* **Exercise details**
If an entry holds a picture, skip the picture but copy everything else exactly.

* **Records to process**
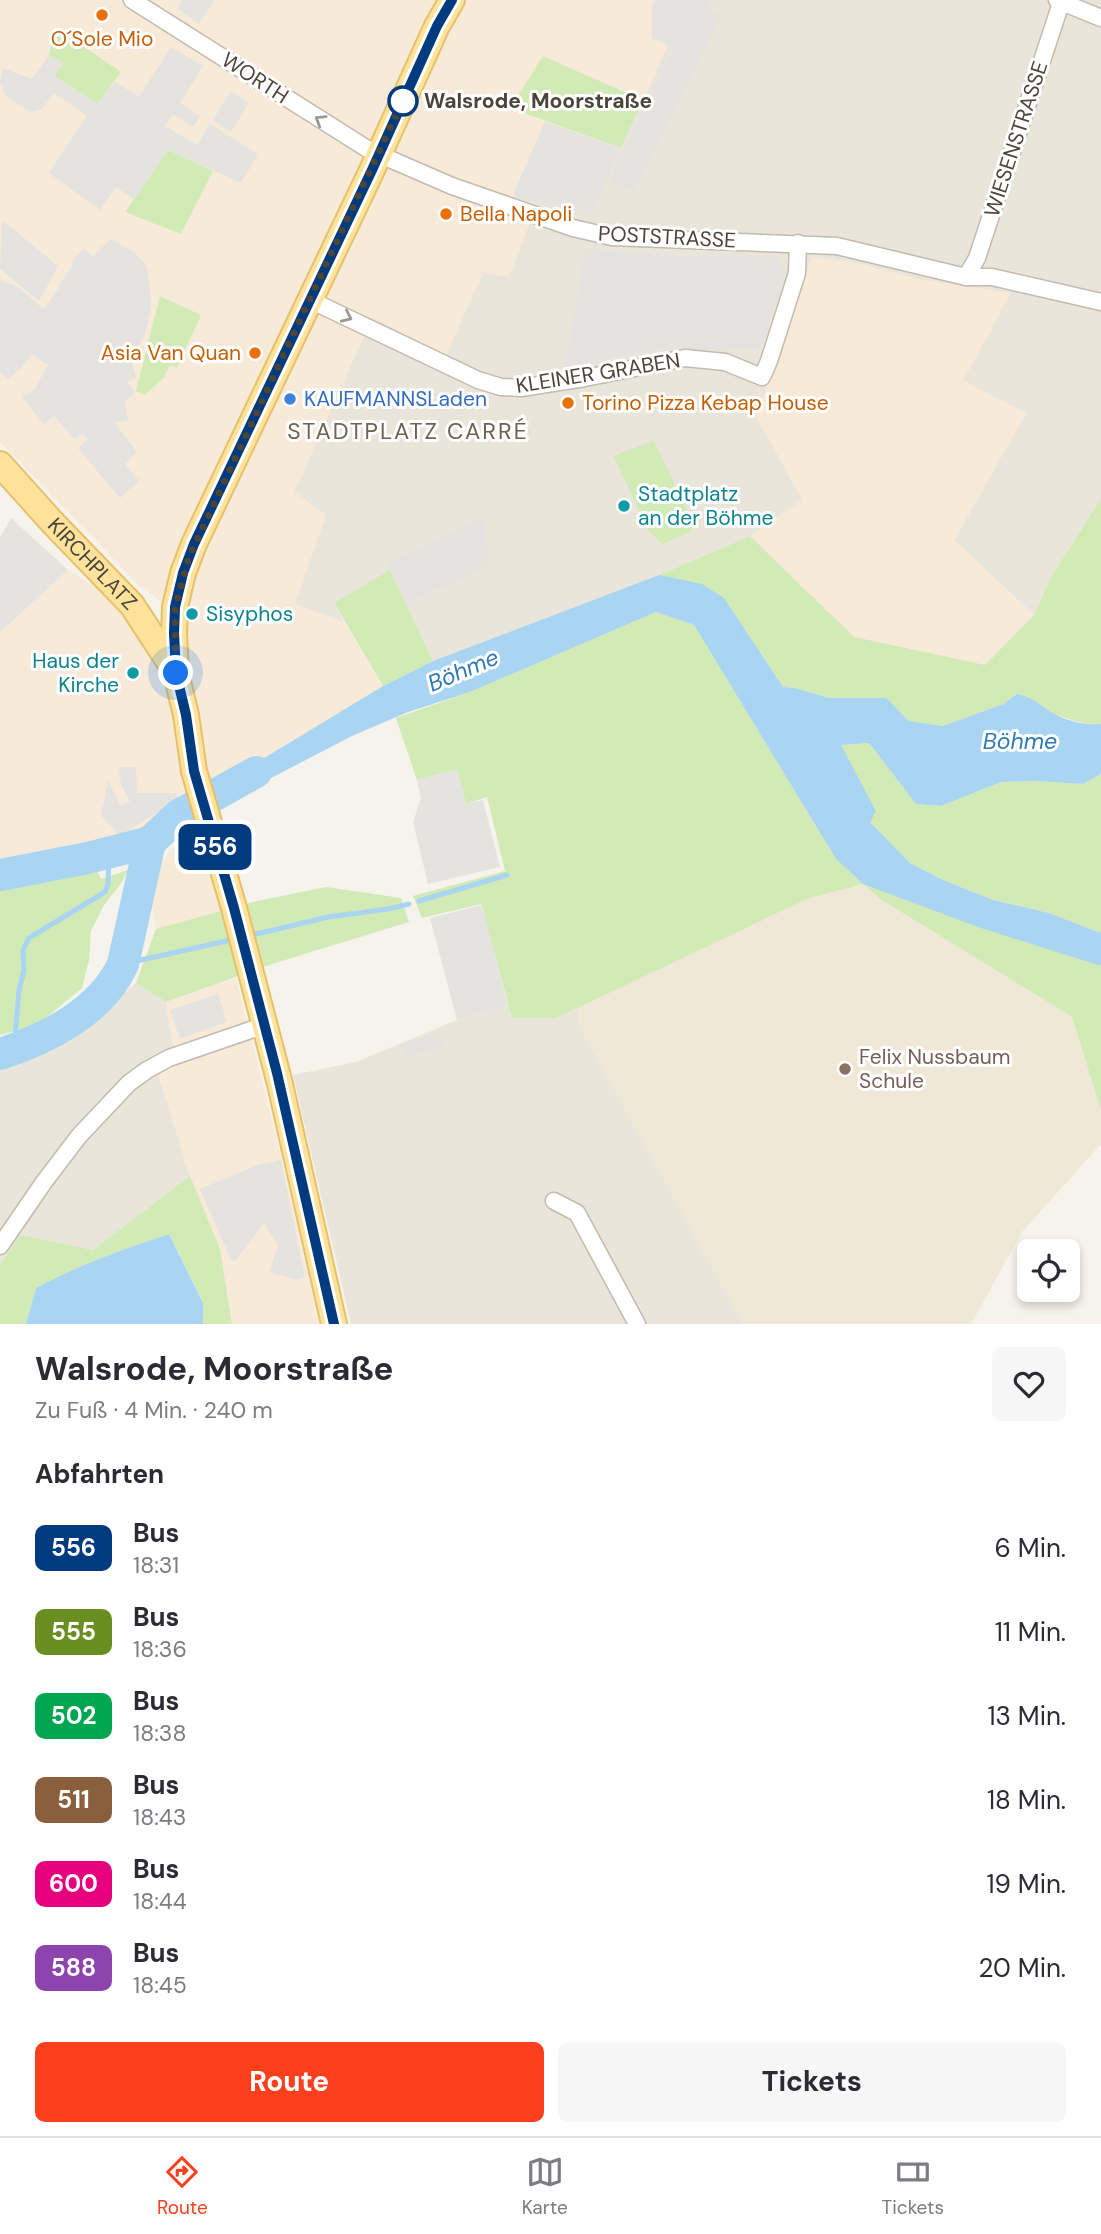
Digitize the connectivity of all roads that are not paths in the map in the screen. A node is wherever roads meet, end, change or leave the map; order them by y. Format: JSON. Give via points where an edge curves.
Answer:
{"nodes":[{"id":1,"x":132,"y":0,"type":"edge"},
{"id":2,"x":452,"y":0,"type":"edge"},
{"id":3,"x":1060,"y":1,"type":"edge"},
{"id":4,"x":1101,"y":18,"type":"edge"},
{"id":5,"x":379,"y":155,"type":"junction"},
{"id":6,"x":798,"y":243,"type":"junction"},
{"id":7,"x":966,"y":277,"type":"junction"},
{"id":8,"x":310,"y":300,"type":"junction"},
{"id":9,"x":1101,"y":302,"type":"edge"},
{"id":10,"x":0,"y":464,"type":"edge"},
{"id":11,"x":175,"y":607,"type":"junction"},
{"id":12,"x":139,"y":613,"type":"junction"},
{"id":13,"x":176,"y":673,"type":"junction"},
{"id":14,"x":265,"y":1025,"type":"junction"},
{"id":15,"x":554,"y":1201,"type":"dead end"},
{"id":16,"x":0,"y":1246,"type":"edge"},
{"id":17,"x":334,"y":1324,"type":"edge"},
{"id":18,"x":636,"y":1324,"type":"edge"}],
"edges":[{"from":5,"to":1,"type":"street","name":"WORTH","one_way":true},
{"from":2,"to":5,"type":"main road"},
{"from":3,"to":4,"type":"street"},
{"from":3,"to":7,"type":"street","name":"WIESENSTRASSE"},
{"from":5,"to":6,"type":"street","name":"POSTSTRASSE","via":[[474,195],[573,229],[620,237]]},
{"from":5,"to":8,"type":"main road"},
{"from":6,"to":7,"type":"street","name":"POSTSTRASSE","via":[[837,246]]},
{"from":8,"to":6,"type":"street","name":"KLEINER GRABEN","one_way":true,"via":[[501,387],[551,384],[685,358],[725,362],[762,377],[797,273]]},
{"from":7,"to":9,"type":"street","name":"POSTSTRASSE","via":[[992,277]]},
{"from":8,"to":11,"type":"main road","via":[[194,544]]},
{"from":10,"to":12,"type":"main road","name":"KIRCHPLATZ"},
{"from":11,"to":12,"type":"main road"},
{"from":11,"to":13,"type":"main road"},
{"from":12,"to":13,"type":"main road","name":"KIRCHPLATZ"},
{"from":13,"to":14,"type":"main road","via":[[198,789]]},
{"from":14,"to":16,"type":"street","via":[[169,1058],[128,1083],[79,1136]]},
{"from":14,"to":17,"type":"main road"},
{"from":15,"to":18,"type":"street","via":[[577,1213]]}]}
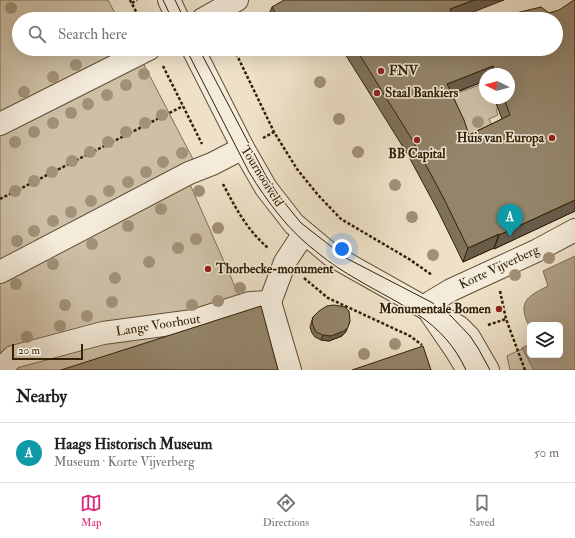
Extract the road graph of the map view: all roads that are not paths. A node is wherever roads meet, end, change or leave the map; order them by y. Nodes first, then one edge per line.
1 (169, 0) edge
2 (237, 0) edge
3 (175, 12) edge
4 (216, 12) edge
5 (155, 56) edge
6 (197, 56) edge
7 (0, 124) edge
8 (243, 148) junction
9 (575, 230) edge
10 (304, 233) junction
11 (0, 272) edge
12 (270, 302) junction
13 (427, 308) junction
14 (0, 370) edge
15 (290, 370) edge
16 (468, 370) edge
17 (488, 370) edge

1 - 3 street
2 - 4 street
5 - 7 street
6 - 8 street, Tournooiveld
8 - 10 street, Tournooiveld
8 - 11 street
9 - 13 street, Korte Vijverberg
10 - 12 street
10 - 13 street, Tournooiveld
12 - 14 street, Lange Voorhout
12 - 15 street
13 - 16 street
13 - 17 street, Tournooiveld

* **Answer for the task**
Digitize the connectivity of all roads that are not paths in the map in the screen. A node is wherever roads meet, end, change or leave the map; order them by y. Format: JSON. Give via points where an edge curves.
Answer:
{"nodes":[{"id":1,"x":132,"y":0,"type":"edge"},
{"id":2,"x":452,"y":0,"type":"edge"},
{"id":3,"x":1060,"y":1,"type":"edge"},
{"id":4,"x":1101,"y":18,"type":"edge"},
{"id":5,"x":379,"y":155,"type":"junction"},
{"id":6,"x":798,"y":243,"type":"junction"},
{"id":7,"x":966,"y":277,"type":"junction"},
{"id":8,"x":310,"y":300,"type":"junction"},
{"id":9,"x":1101,"y":302,"type":"edge"},
{"id":10,"x":0,"y":464,"type":"edge"},
{"id":11,"x":175,"y":607,"type":"junction"},
{"id":12,"x":139,"y":613,"type":"junction"},
{"id":13,"x":176,"y":673,"type":"junction"},
{"id":14,"x":265,"y":1025,"type":"junction"},
{"id":15,"x":554,"y":1201,"type":"dead end"},
{"id":16,"x":0,"y":1246,"type":"edge"},
{"id":17,"x":334,"y":1324,"type":"edge"},
{"id":18,"x":636,"y":1324,"type":"edge"}],
"edges":[{"from":5,"to":1,"type":"street","name":"WORTH","one_way":true},
{"from":2,"to":5,"type":"main road"},
{"from":3,"to":4,"type":"street"},
{"from":3,"to":7,"type":"street","name":"WIESENSTRASSE"},
{"from":5,"to":6,"type":"street","name":"POSTSTRASSE","via":[[474,195],[573,229],[620,237]]},
{"from":5,"to":8,"type":"main road"},
{"from":6,"to":7,"type":"street","name":"POSTSTRASSE","via":[[837,246]]},
{"from":8,"to":6,"type":"street","name":"KLEINER GRABEN","one_way":true,"via":[[501,387],[551,384],[685,358],[725,362],[762,377],[797,273]]},
{"from":7,"to":9,"type":"street","name":"POSTSTRASSE","via":[[992,277]]},
{"from":8,"to":11,"type":"main road","via":[[194,544]]},
{"from":10,"to":12,"type":"main road","name":"KIRCHPLATZ"},
{"from":11,"to":12,"type":"main road"},
{"from":11,"to":13,"type":"main road"},
{"from":12,"to":13,"type":"main road","name":"KIRCHPLATZ"},
{"from":13,"to":14,"type":"main road","via":[[198,789]]},
{"from":14,"to":16,"type":"street","via":[[169,1058],[128,1083],[79,1136]]},
{"from":14,"to":17,"type":"main road"},
{"from":15,"to":18,"type":"street","via":[[577,1213]]}]}
Extract the road graph of the map view: all roads that are not paths. A node is wherever roads meet, end, change or leave the map; order them by y. Nodes first, then one edge per line.
1 (169, 0) edge
2 (237, 0) edge
3 (175, 12) edge
4 (216, 12) edge
5 (155, 56) edge
6 (197, 56) edge
7 (0, 124) edge
8 (243, 148) junction
9 (575, 230) edge
10 (304, 233) junction
11 (0, 272) edge
12 (270, 302) junction
13 (427, 308) junction
14 (0, 370) edge
15 (290, 370) edge
16 (468, 370) edge
17 (488, 370) edge

1 - 3 street
2 - 4 street
5 - 7 street
6 - 8 street, Tournooiveld
8 - 10 street, Tournooiveld
8 - 11 street
9 - 13 street, Korte Vijverberg
10 - 12 street
10 - 13 street, Tournooiveld
12 - 14 street, Lange Voorhout
12 - 15 street
13 - 16 street
13 - 17 street, Tournooiveld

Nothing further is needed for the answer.